(Data items)
========

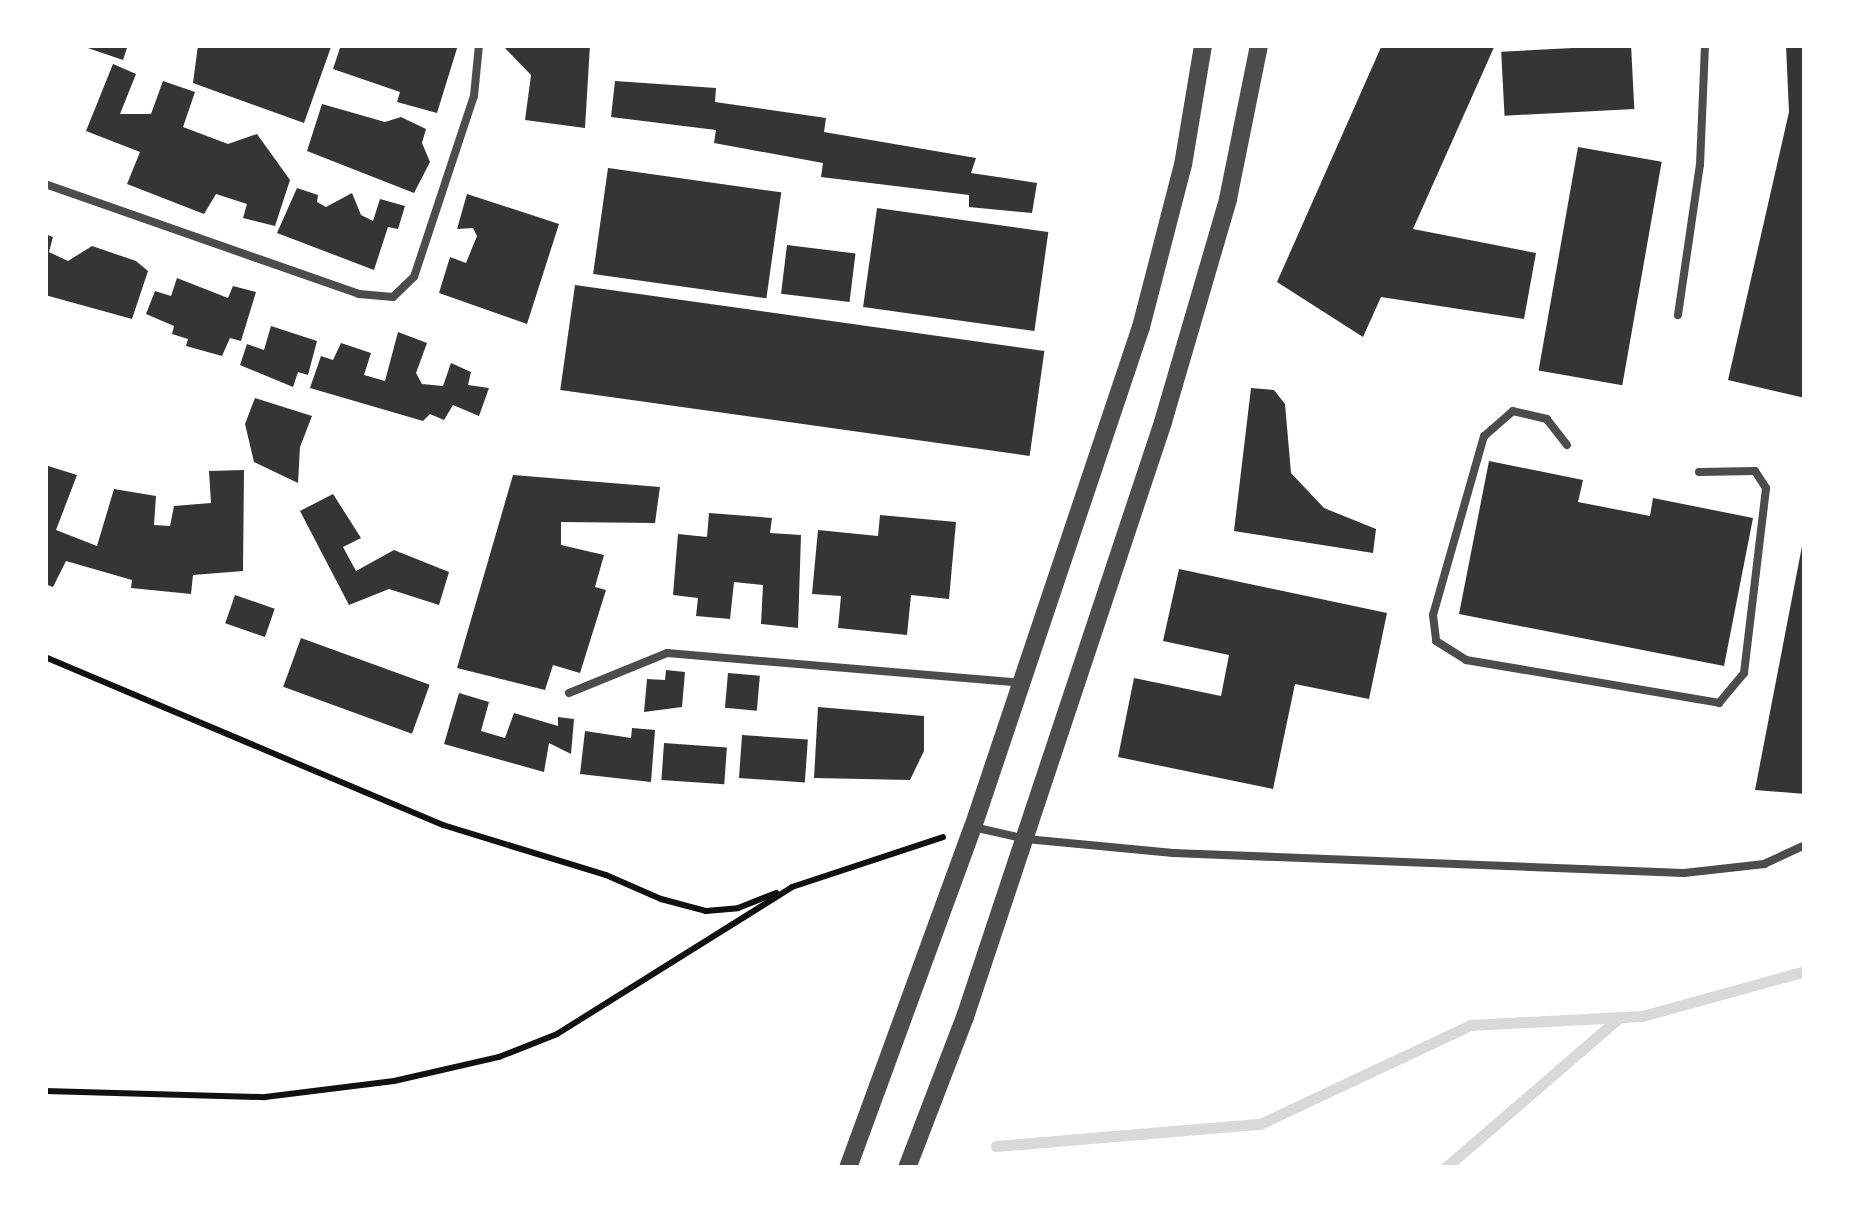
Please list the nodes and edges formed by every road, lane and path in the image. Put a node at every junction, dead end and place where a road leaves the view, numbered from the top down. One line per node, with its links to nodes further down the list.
1 (479, 45): 5 (lane)
2 (1202, 45): 10 (street)
3 (1259, 45): 13 (street)
4 (1705, 45): 6 (lane)
5 (45, 184)
6 (1678, 315)
7 (1567, 445): 8 (lane)
8 (1699, 472)
9 (45, 657): 15 (path)
10 (1020, 683): 11 (lane); 12 (street)
11 (569, 694)
12 (972, 827): 13 (lane); 15 (path); 17 (street)
13 (1026, 839): 14 (lane); 18 (street)
14 (1805, 844)
15 (792, 887): 16 (path)
16 (45, 1091)
17 (848, 1168)
18 (907, 1168)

========

- [What needs to be done] The preceding entries should be duplicated word for word; no picture belongs in the copy.

- [Result of the task]
Please list the nodes and edges formed by every road, lane and path in the image. Put a node at every junction, dead end and place where a road leaves the view, numbered from the top down. One line per node, with its links to nodes further down the list.
1 (479, 45): 5 (lane)
2 (1202, 45): 10 (street)
3 (1259, 45): 13 (street)
4 (1705, 45): 6 (lane)
5 (45, 184)
6 (1678, 315)
7 (1567, 445): 8 (lane)
8 (1699, 472)
9 (45, 657): 15 (path)
10 (1020, 683): 11 (lane); 12 (street)
11 (569, 694)
12 (972, 827): 13 (lane); 15 (path); 17 (street)
13 (1026, 839): 14 (lane); 18 (street)
14 (1805, 844)
15 (792, 887): 16 (path)
16 (45, 1091)
17 (848, 1168)
18 (907, 1168)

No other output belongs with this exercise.